* [Working data]
**********

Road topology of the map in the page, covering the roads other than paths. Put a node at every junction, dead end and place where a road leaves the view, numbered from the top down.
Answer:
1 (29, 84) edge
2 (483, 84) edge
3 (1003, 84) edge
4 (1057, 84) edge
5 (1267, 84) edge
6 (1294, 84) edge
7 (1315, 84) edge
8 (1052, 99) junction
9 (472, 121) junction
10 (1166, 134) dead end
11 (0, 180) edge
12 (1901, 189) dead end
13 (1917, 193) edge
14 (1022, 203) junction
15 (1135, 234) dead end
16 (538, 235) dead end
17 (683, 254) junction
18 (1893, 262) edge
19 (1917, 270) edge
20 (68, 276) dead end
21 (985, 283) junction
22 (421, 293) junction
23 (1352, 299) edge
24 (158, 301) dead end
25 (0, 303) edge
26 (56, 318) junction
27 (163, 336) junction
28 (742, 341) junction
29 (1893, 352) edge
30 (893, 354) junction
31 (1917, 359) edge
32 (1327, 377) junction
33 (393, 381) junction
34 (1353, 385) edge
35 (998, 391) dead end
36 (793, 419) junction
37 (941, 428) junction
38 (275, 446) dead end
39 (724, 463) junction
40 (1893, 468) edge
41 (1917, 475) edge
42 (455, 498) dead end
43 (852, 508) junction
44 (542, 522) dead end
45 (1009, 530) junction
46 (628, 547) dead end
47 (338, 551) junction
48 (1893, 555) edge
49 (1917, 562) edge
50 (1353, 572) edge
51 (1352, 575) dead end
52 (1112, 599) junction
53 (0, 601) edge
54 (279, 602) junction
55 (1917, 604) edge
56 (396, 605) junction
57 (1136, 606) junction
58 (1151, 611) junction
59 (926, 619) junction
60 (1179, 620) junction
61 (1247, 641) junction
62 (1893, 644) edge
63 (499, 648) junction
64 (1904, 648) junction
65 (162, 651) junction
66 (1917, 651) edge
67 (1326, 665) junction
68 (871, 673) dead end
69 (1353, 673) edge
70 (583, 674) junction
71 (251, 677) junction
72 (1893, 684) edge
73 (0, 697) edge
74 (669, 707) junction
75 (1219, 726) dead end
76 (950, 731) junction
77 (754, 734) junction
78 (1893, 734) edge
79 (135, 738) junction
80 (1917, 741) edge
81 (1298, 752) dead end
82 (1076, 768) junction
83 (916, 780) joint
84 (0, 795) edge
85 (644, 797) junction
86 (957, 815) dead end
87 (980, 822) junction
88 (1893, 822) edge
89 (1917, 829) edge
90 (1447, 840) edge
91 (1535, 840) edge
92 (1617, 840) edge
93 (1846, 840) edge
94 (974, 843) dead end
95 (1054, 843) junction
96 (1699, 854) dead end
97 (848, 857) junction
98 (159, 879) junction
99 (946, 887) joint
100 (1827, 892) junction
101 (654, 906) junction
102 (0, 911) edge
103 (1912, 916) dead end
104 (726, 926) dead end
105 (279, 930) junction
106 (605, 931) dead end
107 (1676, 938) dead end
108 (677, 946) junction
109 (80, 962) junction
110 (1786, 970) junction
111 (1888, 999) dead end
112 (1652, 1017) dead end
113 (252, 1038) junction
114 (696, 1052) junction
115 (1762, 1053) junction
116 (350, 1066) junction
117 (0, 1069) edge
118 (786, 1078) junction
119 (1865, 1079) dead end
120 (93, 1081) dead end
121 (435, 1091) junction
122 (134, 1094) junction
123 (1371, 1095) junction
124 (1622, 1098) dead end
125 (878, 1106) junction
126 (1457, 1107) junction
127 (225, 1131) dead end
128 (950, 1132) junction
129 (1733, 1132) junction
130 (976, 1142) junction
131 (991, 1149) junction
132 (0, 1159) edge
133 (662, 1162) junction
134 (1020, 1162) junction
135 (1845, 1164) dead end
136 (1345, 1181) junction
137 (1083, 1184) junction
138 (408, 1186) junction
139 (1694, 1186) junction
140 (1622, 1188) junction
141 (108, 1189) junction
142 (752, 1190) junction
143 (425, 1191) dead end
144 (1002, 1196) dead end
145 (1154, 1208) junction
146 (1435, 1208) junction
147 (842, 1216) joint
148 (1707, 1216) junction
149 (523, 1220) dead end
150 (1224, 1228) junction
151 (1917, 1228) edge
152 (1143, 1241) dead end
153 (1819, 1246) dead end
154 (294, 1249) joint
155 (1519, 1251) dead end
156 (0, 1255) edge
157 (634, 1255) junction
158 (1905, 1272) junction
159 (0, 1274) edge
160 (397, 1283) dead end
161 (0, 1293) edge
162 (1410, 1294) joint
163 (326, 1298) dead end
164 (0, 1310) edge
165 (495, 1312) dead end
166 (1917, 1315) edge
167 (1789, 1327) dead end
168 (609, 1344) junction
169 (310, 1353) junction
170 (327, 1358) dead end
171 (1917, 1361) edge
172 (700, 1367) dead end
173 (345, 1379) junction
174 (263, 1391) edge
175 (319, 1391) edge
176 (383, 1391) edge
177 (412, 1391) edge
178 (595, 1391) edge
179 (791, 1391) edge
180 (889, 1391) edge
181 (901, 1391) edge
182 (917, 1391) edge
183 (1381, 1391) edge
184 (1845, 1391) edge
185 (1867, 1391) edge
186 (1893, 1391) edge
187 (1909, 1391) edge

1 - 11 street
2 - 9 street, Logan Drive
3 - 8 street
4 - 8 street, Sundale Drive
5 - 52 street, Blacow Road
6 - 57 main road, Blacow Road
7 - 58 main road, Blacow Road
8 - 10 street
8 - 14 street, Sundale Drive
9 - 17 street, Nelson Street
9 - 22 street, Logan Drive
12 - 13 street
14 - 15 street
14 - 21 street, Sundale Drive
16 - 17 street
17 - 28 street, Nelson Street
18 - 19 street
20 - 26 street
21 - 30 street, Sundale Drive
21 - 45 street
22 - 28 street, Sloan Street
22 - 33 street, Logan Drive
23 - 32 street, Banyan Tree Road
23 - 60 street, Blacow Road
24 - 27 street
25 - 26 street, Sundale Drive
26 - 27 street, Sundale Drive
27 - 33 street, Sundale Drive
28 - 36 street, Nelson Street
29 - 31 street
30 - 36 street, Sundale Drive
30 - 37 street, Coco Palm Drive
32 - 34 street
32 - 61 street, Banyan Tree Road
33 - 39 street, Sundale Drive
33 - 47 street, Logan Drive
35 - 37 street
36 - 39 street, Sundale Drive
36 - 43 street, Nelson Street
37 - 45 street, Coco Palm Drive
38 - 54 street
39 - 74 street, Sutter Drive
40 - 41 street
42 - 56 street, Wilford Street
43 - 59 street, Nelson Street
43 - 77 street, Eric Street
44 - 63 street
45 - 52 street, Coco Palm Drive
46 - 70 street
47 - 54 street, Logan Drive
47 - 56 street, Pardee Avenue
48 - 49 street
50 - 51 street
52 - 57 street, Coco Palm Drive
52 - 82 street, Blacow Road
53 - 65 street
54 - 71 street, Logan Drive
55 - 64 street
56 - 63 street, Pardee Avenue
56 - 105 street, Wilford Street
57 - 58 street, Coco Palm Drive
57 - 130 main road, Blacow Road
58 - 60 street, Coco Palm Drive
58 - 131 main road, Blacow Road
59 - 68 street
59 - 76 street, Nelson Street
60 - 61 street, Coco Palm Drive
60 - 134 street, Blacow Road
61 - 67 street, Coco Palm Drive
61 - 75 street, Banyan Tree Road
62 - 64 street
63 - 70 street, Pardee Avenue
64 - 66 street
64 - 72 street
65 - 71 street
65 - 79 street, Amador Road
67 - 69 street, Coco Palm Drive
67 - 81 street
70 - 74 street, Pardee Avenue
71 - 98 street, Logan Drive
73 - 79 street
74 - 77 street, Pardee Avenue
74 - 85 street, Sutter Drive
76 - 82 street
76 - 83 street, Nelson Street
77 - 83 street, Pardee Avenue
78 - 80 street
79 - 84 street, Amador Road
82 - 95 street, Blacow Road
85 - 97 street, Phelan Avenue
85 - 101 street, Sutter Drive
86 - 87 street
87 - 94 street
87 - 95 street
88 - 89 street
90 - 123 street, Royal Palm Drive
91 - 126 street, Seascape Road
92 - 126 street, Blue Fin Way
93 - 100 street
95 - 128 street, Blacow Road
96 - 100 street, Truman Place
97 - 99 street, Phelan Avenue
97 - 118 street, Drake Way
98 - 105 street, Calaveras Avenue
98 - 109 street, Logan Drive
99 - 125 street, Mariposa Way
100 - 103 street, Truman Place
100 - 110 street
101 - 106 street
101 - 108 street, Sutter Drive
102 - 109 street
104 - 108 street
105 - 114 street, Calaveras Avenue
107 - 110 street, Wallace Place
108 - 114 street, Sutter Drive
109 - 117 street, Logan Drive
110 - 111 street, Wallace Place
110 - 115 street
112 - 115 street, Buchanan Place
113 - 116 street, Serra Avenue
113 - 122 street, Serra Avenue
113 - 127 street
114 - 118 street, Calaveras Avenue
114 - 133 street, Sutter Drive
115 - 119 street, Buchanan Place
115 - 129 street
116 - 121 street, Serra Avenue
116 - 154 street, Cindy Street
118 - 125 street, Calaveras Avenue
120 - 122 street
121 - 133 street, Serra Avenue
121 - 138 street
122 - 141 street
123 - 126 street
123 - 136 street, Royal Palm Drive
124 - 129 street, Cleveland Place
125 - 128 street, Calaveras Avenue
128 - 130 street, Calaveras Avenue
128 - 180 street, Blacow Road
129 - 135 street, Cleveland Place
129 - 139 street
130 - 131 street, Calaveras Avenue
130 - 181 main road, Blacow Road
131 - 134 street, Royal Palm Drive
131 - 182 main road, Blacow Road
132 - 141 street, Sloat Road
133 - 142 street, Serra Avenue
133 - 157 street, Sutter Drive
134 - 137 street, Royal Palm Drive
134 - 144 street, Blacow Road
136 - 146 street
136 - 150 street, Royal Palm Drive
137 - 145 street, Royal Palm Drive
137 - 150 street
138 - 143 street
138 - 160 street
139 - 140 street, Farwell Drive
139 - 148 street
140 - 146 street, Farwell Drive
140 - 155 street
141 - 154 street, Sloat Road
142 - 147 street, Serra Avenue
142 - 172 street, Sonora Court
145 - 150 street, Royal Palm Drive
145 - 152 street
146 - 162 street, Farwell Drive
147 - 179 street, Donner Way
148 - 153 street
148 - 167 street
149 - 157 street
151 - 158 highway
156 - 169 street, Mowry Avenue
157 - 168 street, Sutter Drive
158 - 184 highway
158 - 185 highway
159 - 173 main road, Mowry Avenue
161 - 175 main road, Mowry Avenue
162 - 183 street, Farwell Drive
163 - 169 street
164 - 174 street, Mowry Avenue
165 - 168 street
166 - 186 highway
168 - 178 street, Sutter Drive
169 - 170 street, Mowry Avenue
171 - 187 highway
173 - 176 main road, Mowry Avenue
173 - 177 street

**********

* [Goal of the exercise] Take from the listing above each line containing "Sundale".

* [Exercise result]
4 - 8 street, Sundale Drive
8 - 14 street, Sundale Drive
14 - 21 street, Sundale Drive
21 - 30 street, Sundale Drive
25 - 26 street, Sundale Drive
26 - 27 street, Sundale Drive
27 - 33 street, Sundale Drive
30 - 36 street, Sundale Drive
33 - 39 street, Sundale Drive
36 - 39 street, Sundale Drive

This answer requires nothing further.